WASHINGTON, DC - Over the past few years, much has been discussed about the newest generation of Americans. Typically, Millennials have been defined as those who were born after the mid-1980s. A recent discovery has put that date into question as historians have found evidence that Millennials have secretly been living in the United States since as early as the 1700s.
“It’s well known that each generation is unique, with zero overlap between them. And, that their members share 100% of the same personality traits and philosophies,” said Wendell Peebles, a historian at Georgetown University. When asked how a Millennial could have been born hundreds of years before the generation came into existence he noted something about “looking and sounding like a duck.”
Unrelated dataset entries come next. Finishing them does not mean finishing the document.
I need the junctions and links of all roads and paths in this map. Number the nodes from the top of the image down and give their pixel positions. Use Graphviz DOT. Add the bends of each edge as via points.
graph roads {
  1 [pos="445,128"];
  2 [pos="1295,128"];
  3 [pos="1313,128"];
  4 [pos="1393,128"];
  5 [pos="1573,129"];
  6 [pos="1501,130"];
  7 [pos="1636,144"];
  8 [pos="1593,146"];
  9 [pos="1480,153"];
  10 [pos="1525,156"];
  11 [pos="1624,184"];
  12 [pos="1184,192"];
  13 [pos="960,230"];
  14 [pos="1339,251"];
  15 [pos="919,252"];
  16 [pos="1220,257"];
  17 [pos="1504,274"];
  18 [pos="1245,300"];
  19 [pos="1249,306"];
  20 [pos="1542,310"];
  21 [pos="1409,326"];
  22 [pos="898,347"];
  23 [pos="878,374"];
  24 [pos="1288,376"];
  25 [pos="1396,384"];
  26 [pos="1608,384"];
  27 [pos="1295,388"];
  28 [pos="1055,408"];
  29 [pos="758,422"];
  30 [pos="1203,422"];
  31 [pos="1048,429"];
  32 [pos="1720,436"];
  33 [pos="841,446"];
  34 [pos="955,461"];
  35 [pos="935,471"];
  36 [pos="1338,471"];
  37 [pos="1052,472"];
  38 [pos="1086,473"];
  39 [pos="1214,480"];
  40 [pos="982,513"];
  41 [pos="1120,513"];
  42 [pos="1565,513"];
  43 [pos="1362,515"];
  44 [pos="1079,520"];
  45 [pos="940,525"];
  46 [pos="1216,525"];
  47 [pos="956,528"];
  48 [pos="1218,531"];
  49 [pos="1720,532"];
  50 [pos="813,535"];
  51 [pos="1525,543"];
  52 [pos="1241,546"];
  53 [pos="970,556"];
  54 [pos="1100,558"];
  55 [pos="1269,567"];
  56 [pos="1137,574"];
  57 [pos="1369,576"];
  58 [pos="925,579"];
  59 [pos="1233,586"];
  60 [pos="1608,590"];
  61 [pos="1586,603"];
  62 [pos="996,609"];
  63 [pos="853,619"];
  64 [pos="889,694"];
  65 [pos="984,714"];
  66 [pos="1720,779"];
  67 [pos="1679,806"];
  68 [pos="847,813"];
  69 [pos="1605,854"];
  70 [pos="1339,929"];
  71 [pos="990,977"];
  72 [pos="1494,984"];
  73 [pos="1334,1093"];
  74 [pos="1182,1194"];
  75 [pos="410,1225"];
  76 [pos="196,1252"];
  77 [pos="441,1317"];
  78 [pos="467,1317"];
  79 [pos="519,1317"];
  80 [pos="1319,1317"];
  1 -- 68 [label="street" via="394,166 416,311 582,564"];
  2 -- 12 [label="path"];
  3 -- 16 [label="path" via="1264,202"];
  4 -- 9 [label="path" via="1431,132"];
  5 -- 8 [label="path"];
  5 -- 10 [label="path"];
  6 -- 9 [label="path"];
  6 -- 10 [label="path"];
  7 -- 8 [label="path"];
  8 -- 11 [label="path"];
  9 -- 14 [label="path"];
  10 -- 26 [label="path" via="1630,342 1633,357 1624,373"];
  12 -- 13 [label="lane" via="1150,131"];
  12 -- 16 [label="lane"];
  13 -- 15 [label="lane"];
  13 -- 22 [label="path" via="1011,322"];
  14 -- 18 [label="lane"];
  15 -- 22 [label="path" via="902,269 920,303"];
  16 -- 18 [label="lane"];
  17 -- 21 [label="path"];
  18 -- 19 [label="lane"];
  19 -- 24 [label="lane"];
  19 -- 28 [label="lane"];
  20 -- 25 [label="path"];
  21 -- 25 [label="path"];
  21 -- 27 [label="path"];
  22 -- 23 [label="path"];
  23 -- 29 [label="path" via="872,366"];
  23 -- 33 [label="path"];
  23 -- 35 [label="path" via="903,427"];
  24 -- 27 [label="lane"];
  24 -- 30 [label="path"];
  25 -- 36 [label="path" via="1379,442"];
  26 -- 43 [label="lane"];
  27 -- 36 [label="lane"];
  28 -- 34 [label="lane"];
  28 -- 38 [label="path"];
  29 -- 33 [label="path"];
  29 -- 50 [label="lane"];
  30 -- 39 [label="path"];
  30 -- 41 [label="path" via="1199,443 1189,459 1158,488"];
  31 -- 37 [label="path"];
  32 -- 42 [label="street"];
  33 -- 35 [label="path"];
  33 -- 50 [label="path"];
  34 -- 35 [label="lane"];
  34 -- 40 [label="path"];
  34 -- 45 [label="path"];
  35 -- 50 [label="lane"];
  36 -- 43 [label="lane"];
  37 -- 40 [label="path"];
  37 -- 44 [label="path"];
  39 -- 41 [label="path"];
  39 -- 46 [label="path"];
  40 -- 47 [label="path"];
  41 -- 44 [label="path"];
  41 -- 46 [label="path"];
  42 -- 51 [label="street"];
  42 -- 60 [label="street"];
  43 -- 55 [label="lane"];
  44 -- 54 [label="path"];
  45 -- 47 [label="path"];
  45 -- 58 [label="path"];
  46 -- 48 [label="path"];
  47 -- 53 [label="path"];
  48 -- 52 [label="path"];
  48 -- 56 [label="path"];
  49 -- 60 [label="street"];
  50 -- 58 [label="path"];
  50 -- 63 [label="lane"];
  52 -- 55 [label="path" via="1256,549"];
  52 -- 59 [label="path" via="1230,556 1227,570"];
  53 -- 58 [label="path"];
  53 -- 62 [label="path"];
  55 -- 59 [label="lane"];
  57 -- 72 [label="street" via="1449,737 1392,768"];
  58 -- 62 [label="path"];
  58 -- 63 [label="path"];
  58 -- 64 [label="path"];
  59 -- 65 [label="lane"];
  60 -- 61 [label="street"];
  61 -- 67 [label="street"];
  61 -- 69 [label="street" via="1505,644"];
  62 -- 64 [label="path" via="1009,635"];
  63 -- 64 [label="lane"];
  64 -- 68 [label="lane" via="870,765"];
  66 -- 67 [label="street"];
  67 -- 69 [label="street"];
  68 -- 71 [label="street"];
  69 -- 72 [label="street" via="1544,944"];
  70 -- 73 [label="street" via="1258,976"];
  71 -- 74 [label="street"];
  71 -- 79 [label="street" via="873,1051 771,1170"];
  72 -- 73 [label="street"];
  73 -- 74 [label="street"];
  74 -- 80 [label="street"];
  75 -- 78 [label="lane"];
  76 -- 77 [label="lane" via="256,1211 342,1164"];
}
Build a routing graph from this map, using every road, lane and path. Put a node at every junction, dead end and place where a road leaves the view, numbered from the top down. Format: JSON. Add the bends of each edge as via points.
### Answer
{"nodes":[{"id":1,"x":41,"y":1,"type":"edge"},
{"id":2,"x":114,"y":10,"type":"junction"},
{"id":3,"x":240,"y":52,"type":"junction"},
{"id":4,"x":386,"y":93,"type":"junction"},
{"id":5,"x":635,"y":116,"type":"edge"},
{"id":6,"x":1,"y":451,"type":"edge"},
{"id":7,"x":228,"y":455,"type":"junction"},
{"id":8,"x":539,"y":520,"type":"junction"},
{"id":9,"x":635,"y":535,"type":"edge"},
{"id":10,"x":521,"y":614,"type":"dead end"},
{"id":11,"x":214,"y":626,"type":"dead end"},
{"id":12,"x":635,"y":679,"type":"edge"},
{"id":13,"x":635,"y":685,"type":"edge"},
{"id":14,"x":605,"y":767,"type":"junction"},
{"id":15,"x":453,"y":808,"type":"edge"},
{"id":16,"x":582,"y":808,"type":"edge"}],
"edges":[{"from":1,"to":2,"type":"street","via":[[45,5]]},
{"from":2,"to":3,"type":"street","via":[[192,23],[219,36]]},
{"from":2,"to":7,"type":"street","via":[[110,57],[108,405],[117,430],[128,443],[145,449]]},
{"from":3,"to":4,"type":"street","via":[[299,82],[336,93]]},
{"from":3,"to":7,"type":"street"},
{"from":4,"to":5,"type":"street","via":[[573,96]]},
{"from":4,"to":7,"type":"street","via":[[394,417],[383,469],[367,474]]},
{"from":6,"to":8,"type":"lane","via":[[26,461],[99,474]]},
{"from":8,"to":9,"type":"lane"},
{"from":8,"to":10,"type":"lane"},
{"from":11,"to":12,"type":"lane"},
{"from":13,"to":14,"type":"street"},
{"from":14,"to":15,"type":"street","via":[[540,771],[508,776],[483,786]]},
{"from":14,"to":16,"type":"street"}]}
Millennials have frequently been categorized as unemployable, entitled, and unlikely to become productive members of society. With this new discovery, we have a much deeper pool of data to prove the veracity of those claims. One of the earliest known Millennials is Benjamin Franklin—who like all Millennials felt entitled to quick promotions and was never content with a nine to five job. “He hated making candles at his father’s shop and quit that job to be an apprentice printmaker which he also quit—before becoming a bookkeeper, shopkeeper, and currency cutter. Classic Millennial job-hopping. I’m surprised he didn’t have an Etsy store” said Peebles.
He’s not the only historic figure to be secretly a Millennial. It’s become quite evident that Ralph Waldo Emerson and pretty much all of the Transcendentalists were really secret Millennials. Noted Henry David Thoreau scholar, Mitchell Kale, believes that “we really should have seen this sooner.” He continued by saying “I mean, they had money but decided to rough it in nature. The only thing that would scream ‘Millennial’ more would be if they stayed in their parents’ basements.”
This discovery has rocked historical social circles, and put many of our demographic segmenting techniques into question. The community is beginning to wonder whether or not grouping millions of people together under umbrellas of sweeping generalizations is somehow an ineffective way of doing things.
Kale mumbled “I used to think Nikola Tesla, Muhammad Ali, and Maya Angelou, were some our nation’s best. Now that I know they’re Millennials, I can see now that they’ve just been lazy, entitled brats all along.”